Task instructions: Type out all the records word for word. Any pictures are to be left out.

Records from a collection:
· · · · · · ·

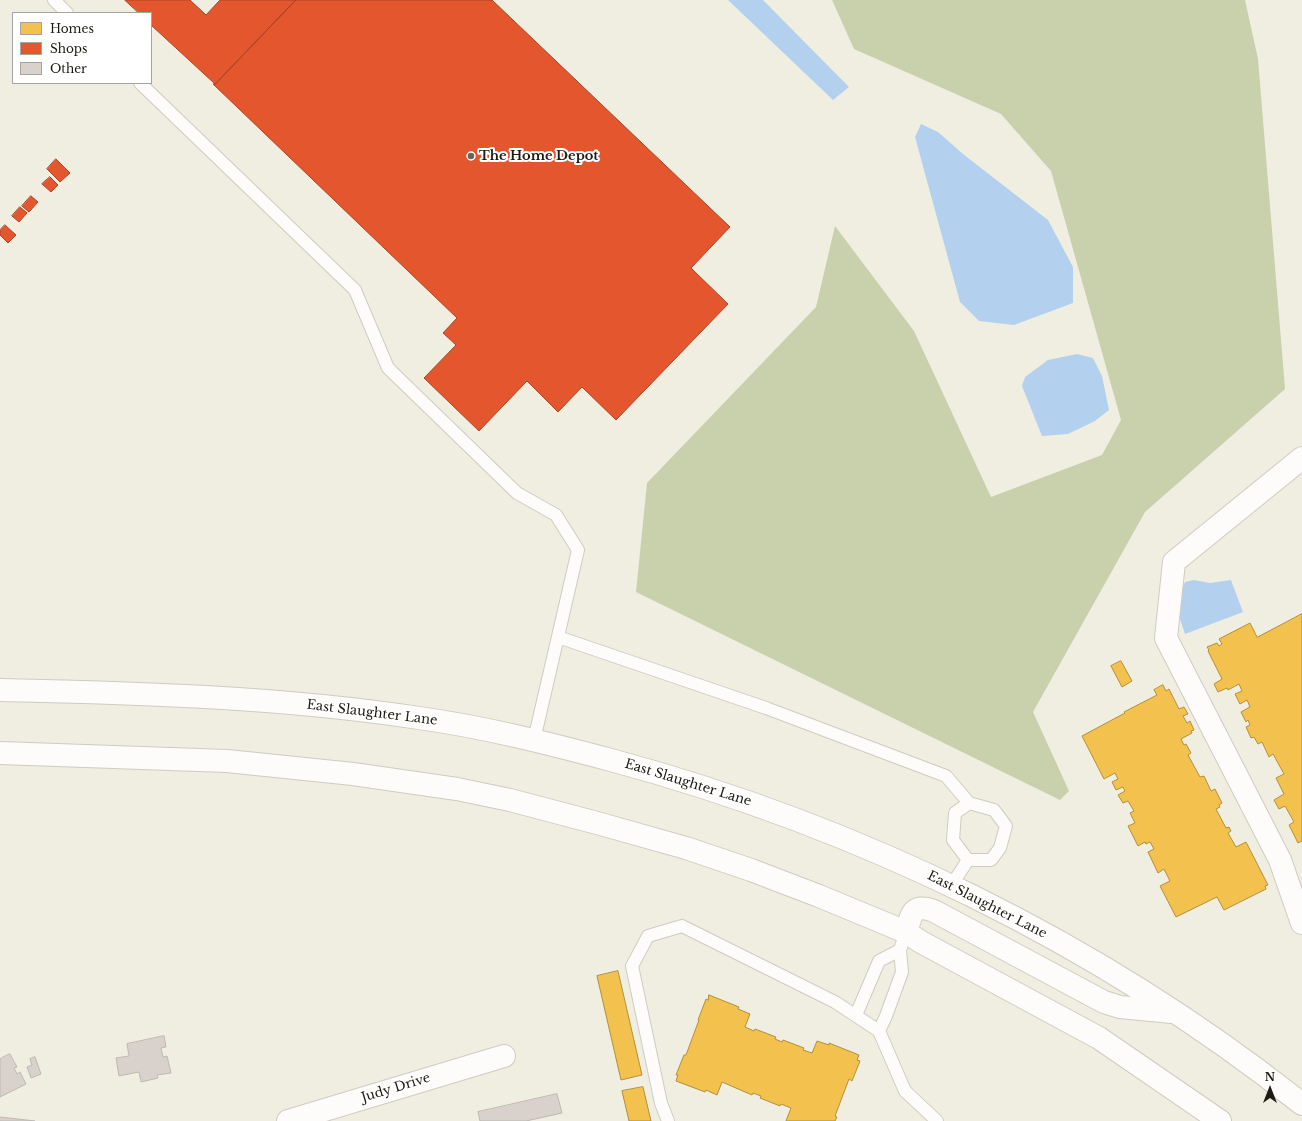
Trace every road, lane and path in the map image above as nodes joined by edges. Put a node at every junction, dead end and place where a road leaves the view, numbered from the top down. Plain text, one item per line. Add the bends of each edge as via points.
1 (54, 0) edge
2 (66, 12) edge
3 (141, 84) edge
4 (1302, 458) edge
5 (558, 637) junction
6 (0, 690) edge
7 (534, 740) junction
8 (0, 752) edge
9 (969, 803) junction
10 (968, 860) junction
11 (951, 886) junction
12 (1302, 923) edge
13 (903, 941) junction
14 (1175, 1012) junction
15 (856, 1016) junction
16 (879, 1031) junction
17 (504, 1056) dead end
18 (1302, 1104) edge
19 (288, 1121) edge
20 (668, 1121) edge
21 (937, 1121) edge
22 (1220, 1121) edge

1 - 2 lane
3 - 5 lane via 355,290 388,368 517,493 556,515 578,550
4 - 12 main road via 1174,562 1166,638 1280,860
5 - 7 lane
5 - 9 lane via 766,708 946,776
6 - 7 main road, East Slaughter Lane via 152,694 355,709 422,718
7 - 11 main road, East Slaughter Lane via 692,783 759,805 840,836
8 - 13 main road via 227,761 353,774 457,789 510,800 686,848 751,870 805,890
9 - 10 lane via 955,814 952,840
9 - 10 lane via 994,810 1006,826 1000,848 991,860
10 - 11 lane
11 - 14 main road, East Slaughter Lane via 1112,972
13 - 14 main road via 911,916 915,910 923,907 1104,1002 1120,1007
13 - 15 lane via 879,961
13 - 16 lane via 902,972
13 - 22 main road via 921,942 1099,1038
14 - 18 main road, East Slaughter Lane
15 - 16 lane
15 - 20 lane via 836,1002 682,926 648,936 632,966 661,1103
16 - 21 lane via 905,1091
17 - 19 main road, Judy Drive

· · · · · · ·

Answer box:
Trace every road, lane and path in the map image above as nodes joined by edges. Put a node at every junction, dead end and place where a road leaves the view, numbered from the top down. Plain text, one item per line. Add the bends of each edge as via points.
1 (54, 0) edge
2 (66, 12) edge
3 (141, 84) edge
4 (1302, 458) edge
5 (558, 637) junction
6 (0, 690) edge
7 (534, 740) junction
8 (0, 752) edge
9 (969, 803) junction
10 (968, 860) junction
11 (951, 886) junction
12 (1302, 923) edge
13 (903, 941) junction
14 (1175, 1012) junction
15 (856, 1016) junction
16 (879, 1031) junction
17 (504, 1056) dead end
18 (1302, 1104) edge
19 (288, 1121) edge
20 (668, 1121) edge
21 (937, 1121) edge
22 (1220, 1121) edge

1 - 2 lane
3 - 5 lane via 355,290 388,368 517,493 556,515 578,550
4 - 12 main road via 1174,562 1166,638 1280,860
5 - 7 lane
5 - 9 lane via 766,708 946,776
6 - 7 main road, East Slaughter Lane via 152,694 355,709 422,718
7 - 11 main road, East Slaughter Lane via 692,783 759,805 840,836
8 - 13 main road via 227,761 353,774 457,789 510,800 686,848 751,870 805,890
9 - 10 lane via 955,814 952,840
9 - 10 lane via 994,810 1006,826 1000,848 991,860
10 - 11 lane
11 - 14 main road, East Slaughter Lane via 1112,972
13 - 14 main road via 911,916 915,910 923,907 1104,1002 1120,1007
13 - 15 lane via 879,961
13 - 16 lane via 902,972
13 - 22 main road via 921,942 1099,1038
14 - 18 main road, East Slaughter Lane
15 - 16 lane
15 - 20 lane via 836,1002 682,926 648,936 632,966 661,1103
16 - 21 lane via 905,1091
17 - 19 main road, Judy Drive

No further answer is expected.